> _DIRECTIONS_
Look for the string "Baron" in the data below, and copy each line that holds it.

------ DATASET EXCERPTS ------

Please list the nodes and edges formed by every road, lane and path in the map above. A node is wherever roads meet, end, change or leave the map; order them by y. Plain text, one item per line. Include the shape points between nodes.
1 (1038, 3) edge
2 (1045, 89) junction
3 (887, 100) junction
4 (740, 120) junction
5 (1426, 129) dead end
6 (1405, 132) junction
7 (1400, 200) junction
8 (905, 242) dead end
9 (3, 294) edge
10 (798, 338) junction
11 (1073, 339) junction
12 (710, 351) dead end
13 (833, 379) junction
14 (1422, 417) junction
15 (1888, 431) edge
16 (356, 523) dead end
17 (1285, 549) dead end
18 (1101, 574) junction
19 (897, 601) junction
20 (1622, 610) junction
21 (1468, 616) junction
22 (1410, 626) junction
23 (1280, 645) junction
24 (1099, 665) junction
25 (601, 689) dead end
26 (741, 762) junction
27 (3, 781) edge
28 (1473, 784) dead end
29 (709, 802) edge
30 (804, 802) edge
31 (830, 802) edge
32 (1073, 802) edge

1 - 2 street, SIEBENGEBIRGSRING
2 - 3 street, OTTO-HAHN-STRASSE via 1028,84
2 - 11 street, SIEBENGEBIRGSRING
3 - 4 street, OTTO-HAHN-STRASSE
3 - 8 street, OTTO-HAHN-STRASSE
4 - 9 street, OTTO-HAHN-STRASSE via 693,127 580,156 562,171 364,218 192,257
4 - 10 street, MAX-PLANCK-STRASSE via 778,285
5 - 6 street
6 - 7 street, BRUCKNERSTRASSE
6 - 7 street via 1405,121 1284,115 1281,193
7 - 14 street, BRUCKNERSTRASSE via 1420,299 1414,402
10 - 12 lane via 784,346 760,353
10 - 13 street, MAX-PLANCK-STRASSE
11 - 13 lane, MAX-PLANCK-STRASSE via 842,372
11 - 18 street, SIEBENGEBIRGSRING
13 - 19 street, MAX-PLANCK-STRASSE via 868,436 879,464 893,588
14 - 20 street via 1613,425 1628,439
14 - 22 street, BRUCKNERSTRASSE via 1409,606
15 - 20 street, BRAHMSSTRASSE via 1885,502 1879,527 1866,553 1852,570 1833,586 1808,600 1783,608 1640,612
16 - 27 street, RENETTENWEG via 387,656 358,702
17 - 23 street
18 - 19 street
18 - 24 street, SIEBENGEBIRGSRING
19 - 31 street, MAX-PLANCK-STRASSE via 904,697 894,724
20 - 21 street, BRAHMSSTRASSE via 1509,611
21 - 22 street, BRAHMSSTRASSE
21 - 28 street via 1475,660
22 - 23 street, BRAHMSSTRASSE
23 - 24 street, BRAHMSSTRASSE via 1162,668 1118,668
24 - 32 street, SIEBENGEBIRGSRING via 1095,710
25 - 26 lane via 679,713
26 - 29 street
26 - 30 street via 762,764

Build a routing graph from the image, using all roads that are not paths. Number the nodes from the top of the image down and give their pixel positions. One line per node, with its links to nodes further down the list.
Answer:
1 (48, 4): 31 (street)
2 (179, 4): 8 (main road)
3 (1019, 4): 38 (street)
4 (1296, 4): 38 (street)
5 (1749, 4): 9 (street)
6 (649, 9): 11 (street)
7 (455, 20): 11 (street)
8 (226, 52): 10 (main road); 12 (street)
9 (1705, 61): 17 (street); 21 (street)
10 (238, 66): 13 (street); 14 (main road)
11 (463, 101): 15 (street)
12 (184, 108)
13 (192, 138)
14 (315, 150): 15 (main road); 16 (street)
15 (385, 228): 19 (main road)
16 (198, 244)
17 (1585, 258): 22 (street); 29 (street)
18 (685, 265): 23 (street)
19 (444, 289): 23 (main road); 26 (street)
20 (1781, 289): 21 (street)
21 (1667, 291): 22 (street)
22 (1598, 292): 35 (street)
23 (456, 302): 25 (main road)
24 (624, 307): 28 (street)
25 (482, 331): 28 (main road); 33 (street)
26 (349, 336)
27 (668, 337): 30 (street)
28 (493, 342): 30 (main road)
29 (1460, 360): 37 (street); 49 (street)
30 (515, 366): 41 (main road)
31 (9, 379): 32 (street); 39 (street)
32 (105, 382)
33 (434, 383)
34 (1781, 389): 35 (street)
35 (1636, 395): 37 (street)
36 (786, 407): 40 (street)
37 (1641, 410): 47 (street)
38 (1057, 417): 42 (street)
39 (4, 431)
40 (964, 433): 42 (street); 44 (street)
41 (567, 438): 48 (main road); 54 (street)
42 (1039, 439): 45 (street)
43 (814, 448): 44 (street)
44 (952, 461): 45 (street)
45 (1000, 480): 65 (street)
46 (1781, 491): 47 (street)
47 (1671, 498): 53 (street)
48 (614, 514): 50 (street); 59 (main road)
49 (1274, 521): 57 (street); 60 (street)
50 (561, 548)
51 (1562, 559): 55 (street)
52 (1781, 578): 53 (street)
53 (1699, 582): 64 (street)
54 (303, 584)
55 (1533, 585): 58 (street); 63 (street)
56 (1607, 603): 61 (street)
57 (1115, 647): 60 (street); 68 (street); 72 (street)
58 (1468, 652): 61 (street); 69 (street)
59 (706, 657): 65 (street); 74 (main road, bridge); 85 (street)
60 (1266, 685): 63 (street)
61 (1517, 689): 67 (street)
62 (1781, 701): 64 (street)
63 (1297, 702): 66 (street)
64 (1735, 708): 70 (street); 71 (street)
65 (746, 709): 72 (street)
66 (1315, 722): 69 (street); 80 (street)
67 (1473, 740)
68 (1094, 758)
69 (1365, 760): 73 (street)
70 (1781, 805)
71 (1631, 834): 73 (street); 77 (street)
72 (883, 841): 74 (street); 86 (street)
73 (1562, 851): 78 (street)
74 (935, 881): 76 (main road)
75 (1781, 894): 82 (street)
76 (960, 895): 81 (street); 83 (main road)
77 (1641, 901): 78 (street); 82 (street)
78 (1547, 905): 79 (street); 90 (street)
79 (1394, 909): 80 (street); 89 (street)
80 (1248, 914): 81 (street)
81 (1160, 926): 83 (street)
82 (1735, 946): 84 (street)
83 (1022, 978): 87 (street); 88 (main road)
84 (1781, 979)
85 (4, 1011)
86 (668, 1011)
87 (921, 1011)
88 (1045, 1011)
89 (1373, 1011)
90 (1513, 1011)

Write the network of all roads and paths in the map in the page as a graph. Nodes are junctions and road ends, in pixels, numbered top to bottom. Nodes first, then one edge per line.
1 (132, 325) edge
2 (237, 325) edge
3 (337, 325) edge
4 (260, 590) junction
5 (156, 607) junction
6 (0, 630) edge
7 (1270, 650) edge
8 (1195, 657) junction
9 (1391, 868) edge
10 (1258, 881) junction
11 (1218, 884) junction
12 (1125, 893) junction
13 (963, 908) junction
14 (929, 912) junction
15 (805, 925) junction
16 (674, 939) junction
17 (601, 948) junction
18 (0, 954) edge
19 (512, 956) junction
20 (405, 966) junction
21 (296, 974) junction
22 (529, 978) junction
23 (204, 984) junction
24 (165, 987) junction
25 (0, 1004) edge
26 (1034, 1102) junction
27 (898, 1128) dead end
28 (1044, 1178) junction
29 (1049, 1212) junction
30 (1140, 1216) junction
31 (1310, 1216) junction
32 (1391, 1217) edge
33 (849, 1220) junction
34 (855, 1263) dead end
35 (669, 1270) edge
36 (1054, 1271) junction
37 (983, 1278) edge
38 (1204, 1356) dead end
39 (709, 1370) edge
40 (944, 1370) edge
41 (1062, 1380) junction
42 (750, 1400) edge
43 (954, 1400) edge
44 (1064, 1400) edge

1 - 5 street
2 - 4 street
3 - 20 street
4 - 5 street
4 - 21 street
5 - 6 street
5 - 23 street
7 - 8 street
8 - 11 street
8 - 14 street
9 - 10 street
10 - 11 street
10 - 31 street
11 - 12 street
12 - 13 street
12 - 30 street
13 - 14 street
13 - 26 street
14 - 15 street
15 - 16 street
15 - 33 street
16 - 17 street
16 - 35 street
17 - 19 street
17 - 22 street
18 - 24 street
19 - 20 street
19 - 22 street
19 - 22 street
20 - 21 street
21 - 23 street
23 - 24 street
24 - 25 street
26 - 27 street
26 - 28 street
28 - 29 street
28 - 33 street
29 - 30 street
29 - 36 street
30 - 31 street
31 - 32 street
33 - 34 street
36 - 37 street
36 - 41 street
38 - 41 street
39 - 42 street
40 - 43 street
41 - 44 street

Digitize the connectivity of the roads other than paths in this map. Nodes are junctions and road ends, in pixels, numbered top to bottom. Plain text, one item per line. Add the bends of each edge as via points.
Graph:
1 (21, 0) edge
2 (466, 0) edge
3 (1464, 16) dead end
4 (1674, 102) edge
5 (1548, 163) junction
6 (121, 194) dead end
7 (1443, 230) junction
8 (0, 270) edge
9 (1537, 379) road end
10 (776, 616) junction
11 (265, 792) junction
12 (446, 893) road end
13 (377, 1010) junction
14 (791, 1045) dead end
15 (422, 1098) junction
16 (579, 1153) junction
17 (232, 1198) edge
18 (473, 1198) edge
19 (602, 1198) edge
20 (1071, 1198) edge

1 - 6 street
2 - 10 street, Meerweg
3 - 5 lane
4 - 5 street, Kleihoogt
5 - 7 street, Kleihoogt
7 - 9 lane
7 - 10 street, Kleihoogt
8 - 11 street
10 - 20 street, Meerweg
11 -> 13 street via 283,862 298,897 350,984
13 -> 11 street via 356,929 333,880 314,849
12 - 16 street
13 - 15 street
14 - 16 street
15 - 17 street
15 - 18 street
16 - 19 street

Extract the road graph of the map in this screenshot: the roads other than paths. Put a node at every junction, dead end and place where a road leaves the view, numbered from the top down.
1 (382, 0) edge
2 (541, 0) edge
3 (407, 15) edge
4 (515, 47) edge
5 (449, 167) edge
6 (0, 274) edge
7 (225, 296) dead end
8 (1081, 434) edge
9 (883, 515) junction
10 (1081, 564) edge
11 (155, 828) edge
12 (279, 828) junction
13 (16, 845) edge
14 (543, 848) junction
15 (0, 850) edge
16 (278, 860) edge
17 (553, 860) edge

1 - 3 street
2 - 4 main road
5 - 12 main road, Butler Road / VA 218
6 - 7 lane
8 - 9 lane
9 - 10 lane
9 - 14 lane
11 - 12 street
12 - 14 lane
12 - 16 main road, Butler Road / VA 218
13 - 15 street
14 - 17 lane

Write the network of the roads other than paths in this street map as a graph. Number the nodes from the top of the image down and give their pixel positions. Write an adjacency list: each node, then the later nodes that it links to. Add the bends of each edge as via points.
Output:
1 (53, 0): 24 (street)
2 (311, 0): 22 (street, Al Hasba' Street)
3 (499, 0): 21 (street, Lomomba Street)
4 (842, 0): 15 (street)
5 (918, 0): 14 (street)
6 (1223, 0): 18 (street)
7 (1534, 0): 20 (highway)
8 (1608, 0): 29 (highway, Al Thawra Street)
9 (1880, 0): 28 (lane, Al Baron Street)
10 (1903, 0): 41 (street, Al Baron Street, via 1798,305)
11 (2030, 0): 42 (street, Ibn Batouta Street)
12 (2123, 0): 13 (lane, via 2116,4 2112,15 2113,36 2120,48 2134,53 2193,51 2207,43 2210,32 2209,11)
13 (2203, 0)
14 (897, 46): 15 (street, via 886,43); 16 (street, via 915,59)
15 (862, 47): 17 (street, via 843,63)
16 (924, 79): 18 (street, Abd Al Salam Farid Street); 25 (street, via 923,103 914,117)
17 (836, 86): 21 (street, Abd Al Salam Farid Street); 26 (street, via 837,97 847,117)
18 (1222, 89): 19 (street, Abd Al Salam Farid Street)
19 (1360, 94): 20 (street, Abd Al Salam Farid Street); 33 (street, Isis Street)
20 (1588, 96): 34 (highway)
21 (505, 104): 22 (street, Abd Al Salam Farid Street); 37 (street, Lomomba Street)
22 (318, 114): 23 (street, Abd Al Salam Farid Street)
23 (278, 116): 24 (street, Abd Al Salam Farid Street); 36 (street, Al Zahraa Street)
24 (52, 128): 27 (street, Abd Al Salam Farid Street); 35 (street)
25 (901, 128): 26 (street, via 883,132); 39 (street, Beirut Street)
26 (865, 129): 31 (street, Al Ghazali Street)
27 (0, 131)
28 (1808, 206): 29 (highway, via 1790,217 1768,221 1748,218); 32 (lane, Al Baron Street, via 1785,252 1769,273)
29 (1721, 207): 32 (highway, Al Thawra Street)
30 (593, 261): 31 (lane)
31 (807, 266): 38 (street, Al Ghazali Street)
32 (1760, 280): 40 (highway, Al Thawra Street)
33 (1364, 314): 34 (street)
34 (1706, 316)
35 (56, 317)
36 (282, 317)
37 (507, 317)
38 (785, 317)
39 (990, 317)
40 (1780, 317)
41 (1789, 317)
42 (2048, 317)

------

> _SOLUTION TO THIS PROBLEM_
9 (1880, 0): 28 (lane, Al Baron Street)
10 (1903, 0): 41 (street, Al Baron Street, via 1798,305)
28 (1808, 206): 29 (highway, via 1790,217 1768,221 1748,218); 32 (lane, Al Baron Street, via 1785,252 1769,273)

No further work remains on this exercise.